Step 2: Configure Cloudflare Settings

  1. SSL/TLS Settings:
  2. Set to "Full" mode
  3. Enable "Always Use HTTPS"

  4. Caching Configuration:

  5. Set caching level to "Standard"
  6. Create a page rule to cache everything:

    • URL pattern: yoursite.com/*
    • Setting: Cache Level: "Cache Everything"
  7. Performance Settings:

  8. Enable Auto Minify for HTML, CSS, and JavaScript
  9. Enable Brotli compression
  10. Enable HTTP/2 and HTTP/3

Local Build and Testing

Before deploying, test your documentation locally:

# Clone the repository (if you haven't already)
git clone https://github.com/mshemeel/java-learning.git
cd java-learning

# Install dependencies
pip install -r requirements.txt

# Run the local development server
mkdocs serve

# Build the documentation locally
mkdocs build

The local site will be available at http://127.0.0.1:8000/.

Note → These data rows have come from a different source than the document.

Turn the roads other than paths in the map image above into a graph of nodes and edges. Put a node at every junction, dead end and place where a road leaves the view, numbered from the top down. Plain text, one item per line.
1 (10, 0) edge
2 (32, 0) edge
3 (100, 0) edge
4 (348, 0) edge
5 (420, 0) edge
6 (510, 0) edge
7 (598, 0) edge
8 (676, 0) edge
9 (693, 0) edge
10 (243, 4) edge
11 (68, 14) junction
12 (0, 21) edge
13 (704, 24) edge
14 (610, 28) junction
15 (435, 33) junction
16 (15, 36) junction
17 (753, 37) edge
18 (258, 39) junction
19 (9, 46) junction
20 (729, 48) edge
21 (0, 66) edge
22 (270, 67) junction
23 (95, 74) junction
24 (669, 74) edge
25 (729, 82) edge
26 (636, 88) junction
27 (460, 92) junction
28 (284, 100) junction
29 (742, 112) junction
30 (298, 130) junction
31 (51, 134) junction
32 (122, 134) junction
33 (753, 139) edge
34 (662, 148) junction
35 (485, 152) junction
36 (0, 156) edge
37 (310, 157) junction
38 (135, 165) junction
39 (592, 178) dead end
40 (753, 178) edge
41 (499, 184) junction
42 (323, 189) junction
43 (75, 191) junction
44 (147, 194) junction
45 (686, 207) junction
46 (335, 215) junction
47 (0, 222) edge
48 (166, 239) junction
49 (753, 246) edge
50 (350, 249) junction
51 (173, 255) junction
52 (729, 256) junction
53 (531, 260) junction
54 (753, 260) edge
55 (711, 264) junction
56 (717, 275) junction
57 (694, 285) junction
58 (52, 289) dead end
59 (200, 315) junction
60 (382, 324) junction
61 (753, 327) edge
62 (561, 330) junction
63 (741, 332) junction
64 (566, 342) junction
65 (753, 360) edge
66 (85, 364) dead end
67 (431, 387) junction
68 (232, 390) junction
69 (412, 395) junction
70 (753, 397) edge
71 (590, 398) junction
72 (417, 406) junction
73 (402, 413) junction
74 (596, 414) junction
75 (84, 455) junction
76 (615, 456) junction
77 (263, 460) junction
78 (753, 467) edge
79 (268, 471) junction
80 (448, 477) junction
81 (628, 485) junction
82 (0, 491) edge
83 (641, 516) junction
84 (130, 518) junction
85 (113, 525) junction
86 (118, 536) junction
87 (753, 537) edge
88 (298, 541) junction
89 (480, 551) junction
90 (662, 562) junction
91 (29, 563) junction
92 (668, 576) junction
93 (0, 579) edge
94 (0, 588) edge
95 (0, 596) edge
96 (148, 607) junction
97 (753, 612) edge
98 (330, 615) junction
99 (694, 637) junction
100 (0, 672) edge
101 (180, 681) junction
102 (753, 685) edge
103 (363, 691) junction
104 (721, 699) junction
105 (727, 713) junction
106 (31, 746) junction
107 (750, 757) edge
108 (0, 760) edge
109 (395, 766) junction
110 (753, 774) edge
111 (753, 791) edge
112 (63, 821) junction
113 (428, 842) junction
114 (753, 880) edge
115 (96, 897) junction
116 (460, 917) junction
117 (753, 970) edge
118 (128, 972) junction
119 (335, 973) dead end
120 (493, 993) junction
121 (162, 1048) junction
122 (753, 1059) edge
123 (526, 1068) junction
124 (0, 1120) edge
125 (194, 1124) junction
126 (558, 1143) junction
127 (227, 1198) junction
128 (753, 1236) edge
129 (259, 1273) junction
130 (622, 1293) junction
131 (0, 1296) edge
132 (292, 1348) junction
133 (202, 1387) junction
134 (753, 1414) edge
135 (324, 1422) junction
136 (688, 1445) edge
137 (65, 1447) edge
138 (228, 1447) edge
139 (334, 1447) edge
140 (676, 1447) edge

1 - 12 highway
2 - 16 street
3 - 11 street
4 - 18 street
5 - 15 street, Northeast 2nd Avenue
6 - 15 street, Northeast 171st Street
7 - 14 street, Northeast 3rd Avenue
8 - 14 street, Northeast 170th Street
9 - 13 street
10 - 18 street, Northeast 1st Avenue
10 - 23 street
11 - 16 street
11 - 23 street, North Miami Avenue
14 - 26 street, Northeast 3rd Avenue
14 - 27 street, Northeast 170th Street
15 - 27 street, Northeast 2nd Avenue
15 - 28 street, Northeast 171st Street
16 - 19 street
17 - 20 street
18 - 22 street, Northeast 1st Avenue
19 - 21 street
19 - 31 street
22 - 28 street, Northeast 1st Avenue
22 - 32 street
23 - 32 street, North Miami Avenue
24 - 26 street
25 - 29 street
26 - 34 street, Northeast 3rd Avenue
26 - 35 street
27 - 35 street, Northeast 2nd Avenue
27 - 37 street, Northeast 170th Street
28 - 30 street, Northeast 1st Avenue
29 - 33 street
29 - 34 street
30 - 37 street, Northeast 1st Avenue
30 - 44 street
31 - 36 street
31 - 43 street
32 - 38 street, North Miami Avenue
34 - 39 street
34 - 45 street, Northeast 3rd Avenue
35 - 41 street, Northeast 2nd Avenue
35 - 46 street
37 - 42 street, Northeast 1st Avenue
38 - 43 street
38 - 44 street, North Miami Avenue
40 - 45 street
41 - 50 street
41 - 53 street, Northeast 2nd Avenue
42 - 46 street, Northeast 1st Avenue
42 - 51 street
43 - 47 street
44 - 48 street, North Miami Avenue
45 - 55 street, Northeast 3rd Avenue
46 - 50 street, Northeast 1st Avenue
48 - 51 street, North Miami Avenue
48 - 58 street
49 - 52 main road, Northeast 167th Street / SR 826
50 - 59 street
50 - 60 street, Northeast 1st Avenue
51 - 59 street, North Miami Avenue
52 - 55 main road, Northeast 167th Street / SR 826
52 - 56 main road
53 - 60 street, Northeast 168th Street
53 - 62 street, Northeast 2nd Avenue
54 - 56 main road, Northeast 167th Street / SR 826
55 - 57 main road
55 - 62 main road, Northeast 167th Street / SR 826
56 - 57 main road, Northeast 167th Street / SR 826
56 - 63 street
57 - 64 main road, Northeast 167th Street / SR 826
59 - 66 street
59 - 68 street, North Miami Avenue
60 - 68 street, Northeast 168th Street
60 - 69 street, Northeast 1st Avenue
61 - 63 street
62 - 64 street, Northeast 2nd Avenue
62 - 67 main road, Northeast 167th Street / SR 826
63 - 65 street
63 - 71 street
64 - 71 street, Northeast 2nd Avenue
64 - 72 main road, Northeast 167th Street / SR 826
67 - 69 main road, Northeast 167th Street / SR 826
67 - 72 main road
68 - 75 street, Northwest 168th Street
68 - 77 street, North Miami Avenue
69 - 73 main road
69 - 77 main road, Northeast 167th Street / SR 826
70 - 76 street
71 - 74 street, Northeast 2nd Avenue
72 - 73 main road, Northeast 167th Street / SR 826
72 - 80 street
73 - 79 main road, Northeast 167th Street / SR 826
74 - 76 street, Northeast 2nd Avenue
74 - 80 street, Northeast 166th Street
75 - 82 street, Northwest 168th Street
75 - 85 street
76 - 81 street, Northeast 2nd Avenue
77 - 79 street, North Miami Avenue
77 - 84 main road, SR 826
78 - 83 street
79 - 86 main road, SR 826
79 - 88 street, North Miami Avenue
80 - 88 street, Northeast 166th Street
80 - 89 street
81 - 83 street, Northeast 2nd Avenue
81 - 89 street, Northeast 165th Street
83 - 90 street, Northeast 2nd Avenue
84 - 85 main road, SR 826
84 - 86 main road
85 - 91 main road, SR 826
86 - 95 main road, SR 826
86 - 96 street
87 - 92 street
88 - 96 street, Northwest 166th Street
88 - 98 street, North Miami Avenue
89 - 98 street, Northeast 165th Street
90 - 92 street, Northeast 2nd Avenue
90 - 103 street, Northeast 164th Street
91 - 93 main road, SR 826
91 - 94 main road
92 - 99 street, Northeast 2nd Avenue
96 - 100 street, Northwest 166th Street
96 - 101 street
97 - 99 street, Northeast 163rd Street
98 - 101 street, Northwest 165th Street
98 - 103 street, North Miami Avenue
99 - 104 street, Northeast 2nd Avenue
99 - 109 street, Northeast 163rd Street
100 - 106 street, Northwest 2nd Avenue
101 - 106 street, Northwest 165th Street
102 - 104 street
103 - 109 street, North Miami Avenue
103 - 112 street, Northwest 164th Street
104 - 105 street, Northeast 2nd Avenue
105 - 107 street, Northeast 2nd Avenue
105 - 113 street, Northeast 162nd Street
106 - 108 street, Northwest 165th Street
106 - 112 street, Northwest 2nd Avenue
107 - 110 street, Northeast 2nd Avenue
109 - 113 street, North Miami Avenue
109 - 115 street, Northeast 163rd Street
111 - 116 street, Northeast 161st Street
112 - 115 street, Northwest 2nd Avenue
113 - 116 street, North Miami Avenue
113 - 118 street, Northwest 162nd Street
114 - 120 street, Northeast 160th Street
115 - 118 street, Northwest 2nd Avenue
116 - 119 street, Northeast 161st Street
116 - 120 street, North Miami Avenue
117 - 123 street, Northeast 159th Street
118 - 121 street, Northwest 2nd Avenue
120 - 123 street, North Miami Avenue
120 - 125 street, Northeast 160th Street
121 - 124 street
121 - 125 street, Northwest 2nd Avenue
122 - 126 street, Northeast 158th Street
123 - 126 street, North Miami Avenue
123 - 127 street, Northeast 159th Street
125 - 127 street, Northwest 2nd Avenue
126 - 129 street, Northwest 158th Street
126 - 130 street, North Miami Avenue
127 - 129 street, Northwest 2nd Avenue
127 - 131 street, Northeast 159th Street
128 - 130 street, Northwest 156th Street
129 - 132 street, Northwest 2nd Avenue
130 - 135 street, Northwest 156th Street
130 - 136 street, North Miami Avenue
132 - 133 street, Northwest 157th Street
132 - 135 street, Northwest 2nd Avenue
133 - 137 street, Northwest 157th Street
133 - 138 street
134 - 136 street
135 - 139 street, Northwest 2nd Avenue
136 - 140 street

Continuous Deployment Workflow

The typical workflow for updating the documentation:

  1. Make changes to documentation content in a feature branch
  2. Test locally using mkdocs serve
  3. Push changes to GitHub and create a pull request
  4. Review changes in the PR preview (if configured)
  5. Merge the PR to the main branch
  6. GitHub Actions will automatically build and deploy the changes

Deployment Verification

After deployment, verify:

  1. Content: Ensure all content is correctly displayed
  2. Links: Check that all internal and external links work
  3. Search: Test the search functionality
  4. HTTPS: Verify the site loads securely with HTTPS
  5. Mobile: Test the site on mobile devices
  6. Performance: Use tools like Google PageSpeed Insights to check performance

Maintenance and Updates

Regular Maintenance Tasks

  1. Content Updates:
  2. Commit and push content changes
  3. GitHub Actions will automatically redeploy

  4. Dependency Updates:

  5. Periodically update Python dependencies in requirements.txt
  6. Update MkDocs theme and plugins as needed

  7. SSL Certificate:

  8. If using GitHub Pages with a custom domain, certificates auto-renew
  9. If using Cloudflare, certificates are managed automatically

Monitoring

  1. GitHub Actions: Monitor deployment workflows for any failures
  2. Cloudflare Analytics: Review traffic patterns and cache performance
  3. Error Tracking: Set up external monitoring for any site outages

Troubleshooting

Common Issues and Solutions

  1. Deployment Failures:
  2. Check GitHub Actions logs for detailed error messages
  3. Verify Python dependencies are correctly specified
  4. Ensure the MkDocs configuration is valid

  5. Custom Domain Issues:

  6. Verify DNS records are correctly configured
  7. Check the CNAME file in the repository
  8. Allow up to 24 hours for DNS propagation

  9. SSL Certificate Problems:

  10. Ensure "Enforce HTTPS" is enabled
  11. Check for mixed content warnings
  12. Verify the certificate is issued for the correct domain

  13. Performance Issues:

  14. Check image sizes and formats
  15. Verify Cloudflare caching settings
  16. Review JavaScript and CSS minification

Rollback Procedure

If a deployment causes issues:

  1. Identify the last known good commit
  2. Revert to that commit:
    git revert <commit-hash>
    git push origin main
    
  3. Alternatively, manually roll back through GitHub interface:
  4. Go to repository Actions
  5. Find the last successful deployment
  6. Use the "Re-run jobs" option

Security Considerations

  1. Access Control:
  2. Limit write access to the repository
  3. Use branch protection rules for the main branch
  4. Require pull request reviews before merging

  5. Sensitive Information:

  6. Do not store API keys or secrets in the repository
  7. Use GitHub Secrets for sensitive information
  8. Regularly audit repository content

  9. External Dependencies:

  10. Regularly update dependencies to patch security vulnerabilities
  11. Consider using Dependabot for automated updates

Additional Resources

Conclusion

Following this deployment guide will result in a fully functional, secure, and performant documentation platform accessible to all users. The automated deployment pipeline ensures that content updates are quickly and reliably published, while the CDN integration provides optimal performance for users worldwide.